It’s been almost a year since the EU’s General Data Protection Regulation (GDPR) went into effect. The goal of the regulation? To help EU citizens control their personal data and how it’s collected, shared and used. But the sweeping nature of the GDPR means that it’s not just EU-based websites and technologies that fall under its remit, but any that might potentially be accessed by an EU citizen.
The GDPR’s roll-out represented a major change for tech companies, data brokers and marketers, who had previously had free rein over the data that they collect. They’d never before had to disclose what data they were storing, what they were using it for, or why they wanted it.
But as any modern-day marketer knows, data is crucial for doing business. Sufficient user data gives us the insights we need to target our campaigns, optimize our sales funnels and respond both reactively and proactively to customer needs. There’s a reason that modern-day marketing is built on the intersection of data and AI.
Under the GDPR, significant updates have been made around marketing-oriented tools such as website cookies and newsletter sign-ups/opt-outs, which collect customer data for marketing purposes. Under the GDPR, clarity around exactly what opting-in means is a must, and so is expressly asking a user’s permission. Gone are the days where filling in a form meant tacit permission to sign up for a newsletter, and sales tactics are changing accordingly.
But staying compliant involves more than a customer’s consent to share their data. Companies have had to rework their systems to ensure that it’s clear where data is stored, which data reflects sensitive or personally identifiable information, and who has access to it. Other mandatories include explaining how exactly an AI will use an individual’s data, and why – and the right to opt out of AI-driven decision making in favor of human adjudication (for “significant” outcomes, like a loan).

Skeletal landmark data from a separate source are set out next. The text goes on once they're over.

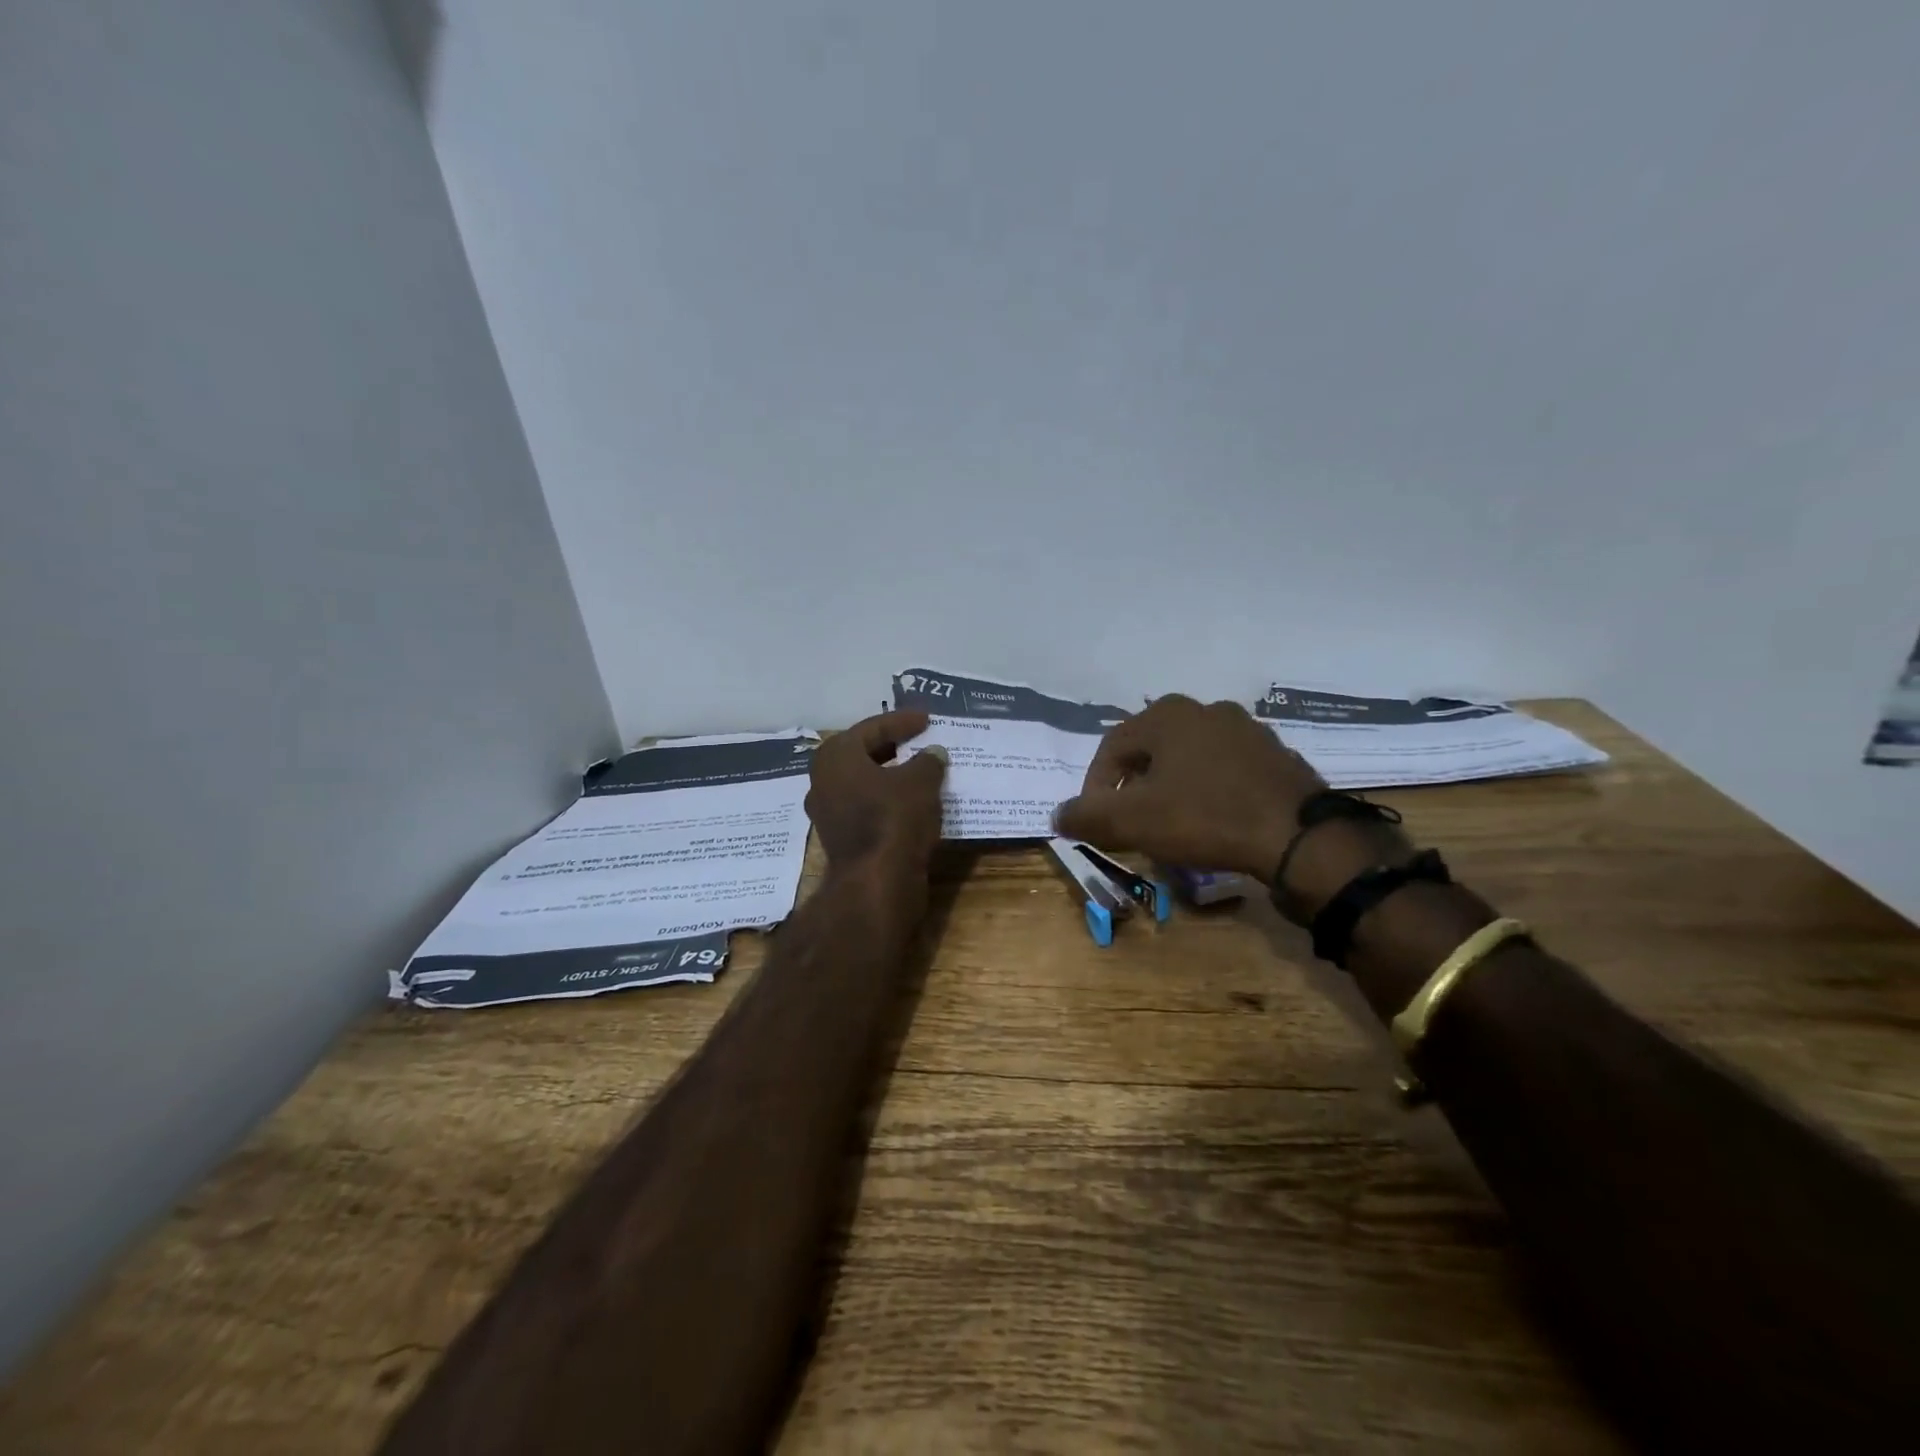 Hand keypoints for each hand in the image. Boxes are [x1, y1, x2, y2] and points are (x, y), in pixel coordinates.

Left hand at [806, 710, 948, 879]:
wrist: (876, 882)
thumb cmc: (894, 818)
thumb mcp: (921, 781)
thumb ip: (928, 761)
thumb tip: (933, 753)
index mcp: (835, 756)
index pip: (872, 728)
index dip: (901, 721)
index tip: (926, 719)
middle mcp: (823, 781)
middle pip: (862, 754)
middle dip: (892, 746)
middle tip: (920, 740)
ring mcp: (829, 813)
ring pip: (864, 783)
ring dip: (890, 775)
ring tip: (920, 770)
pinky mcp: (841, 838)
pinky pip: (867, 807)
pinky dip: (888, 799)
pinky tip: (912, 801)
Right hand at [1053, 695, 1325, 878]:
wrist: (1297, 835)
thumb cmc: (1204, 817)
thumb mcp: (1133, 822)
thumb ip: (1087, 816)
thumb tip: (1057, 816)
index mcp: (1166, 716)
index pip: (1110, 750)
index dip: (1096, 789)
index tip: (1098, 823)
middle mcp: (1205, 709)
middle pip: (1149, 752)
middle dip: (1133, 789)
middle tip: (1131, 824)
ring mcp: (1245, 729)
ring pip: (1188, 760)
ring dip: (1170, 789)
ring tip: (1170, 825)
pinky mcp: (1274, 754)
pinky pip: (1224, 771)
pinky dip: (1207, 791)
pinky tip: (1212, 820) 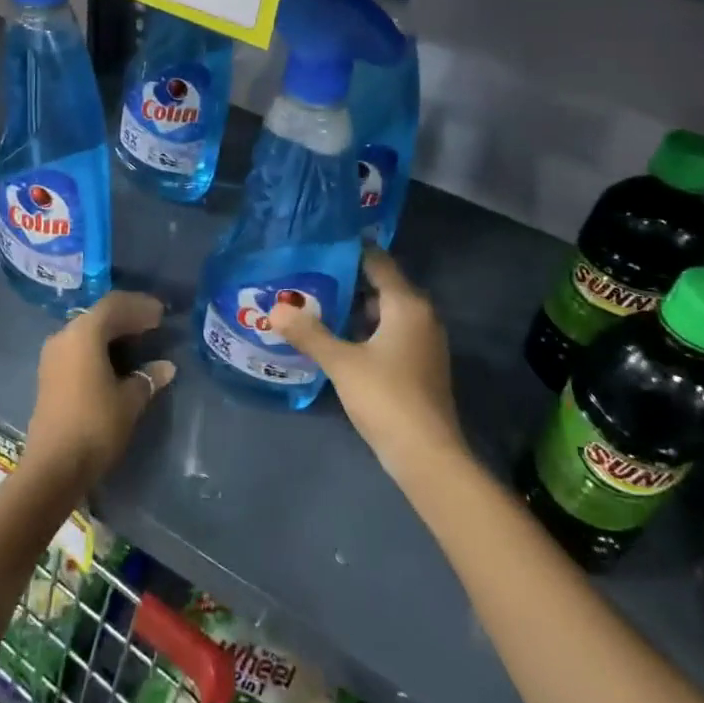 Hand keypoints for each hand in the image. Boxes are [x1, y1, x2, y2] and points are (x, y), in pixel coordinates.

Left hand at [23, 291, 174, 491]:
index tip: (162, 314)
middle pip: (99, 315)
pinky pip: (79, 348)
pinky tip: (117, 360)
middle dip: (128, 317)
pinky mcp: (49, 375)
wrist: (53, 467)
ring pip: (87, 332)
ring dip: (113, 332)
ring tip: (139, 340)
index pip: (115, 305)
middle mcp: (65, 335)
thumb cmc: (95, 425)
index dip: (140, 306)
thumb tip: (166, 366)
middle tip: (154, 324)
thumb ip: (148, 377)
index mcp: (84, 333)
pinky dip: (100, 347)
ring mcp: (53, 356)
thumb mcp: (130, 400)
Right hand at [269, 249, 465, 484]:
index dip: (349, 251)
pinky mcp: (420, 365)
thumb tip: (275, 309)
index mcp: (407, 304)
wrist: (428, 456)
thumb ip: (309, 333)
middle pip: (381, 286)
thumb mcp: (342, 363)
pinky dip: (366, 330)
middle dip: (346, 280)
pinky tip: (338, 339)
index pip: (378, 262)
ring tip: (316, 304)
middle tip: (308, 276)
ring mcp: (424, 342)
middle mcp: (422, 315)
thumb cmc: (387, 398)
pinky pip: (391, 333)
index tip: (318, 246)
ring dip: (354, 308)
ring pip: (385, 312) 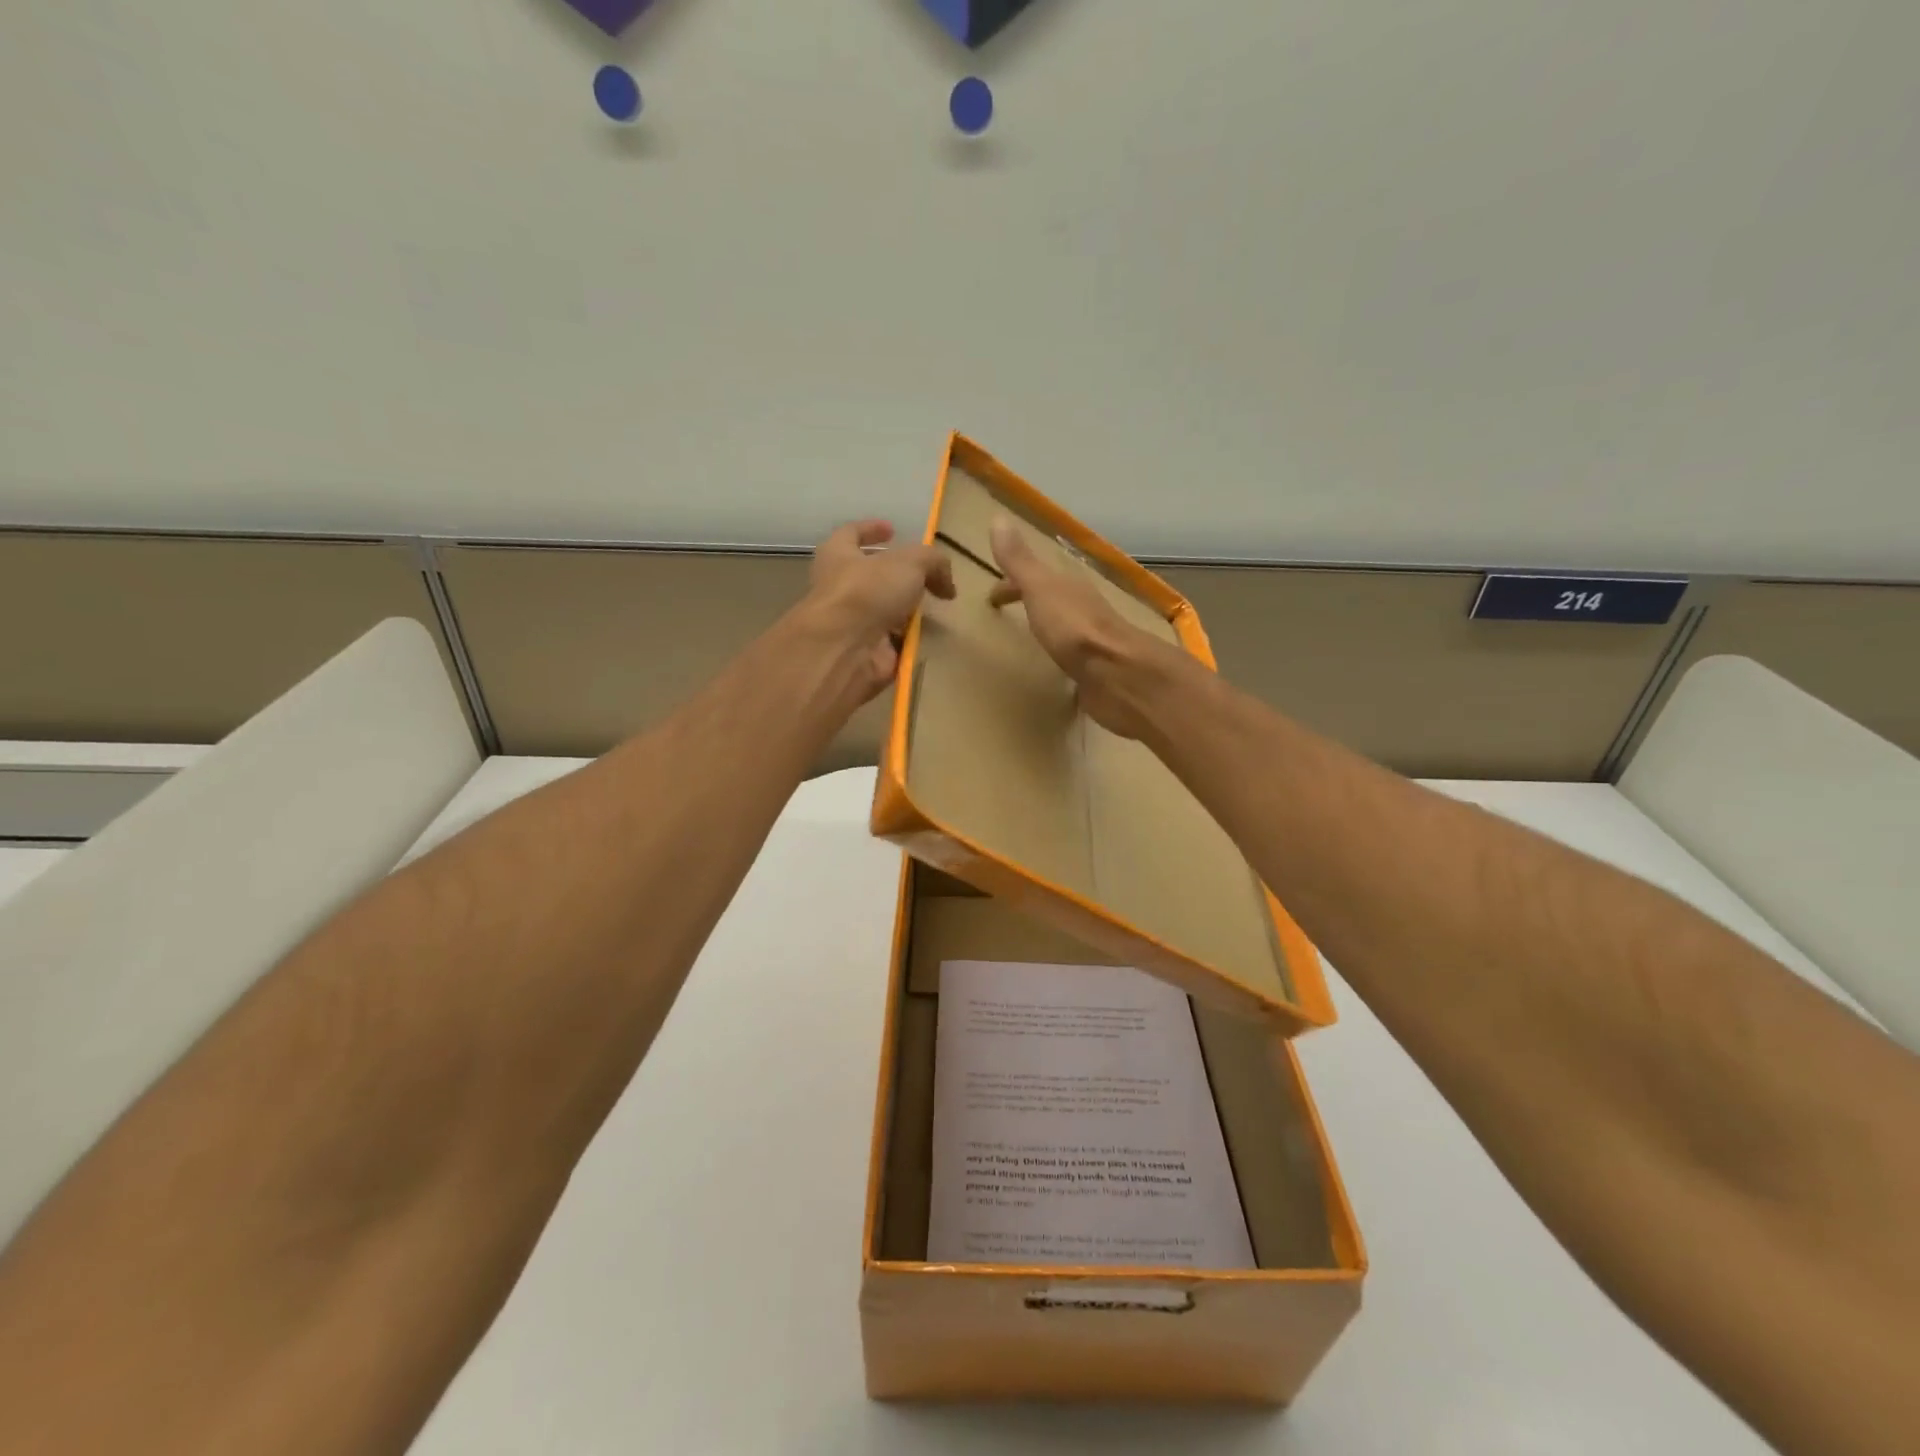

In the meantime, every company has the potential to differentiate by being really good at marketing in an environment with restricted data. That is a real business opportunity.
Source: Redmore, S. (2019, May 13). Privacy, a Year Later: How the GDPR Has Affected AI-Powered Marketing. Marketing Land.
Editor’s Note: The author points out that while GDPR may seem like a burden, as companies rebuild trust with consumers, it will become a sustainable approach fostering both innovation and accountability.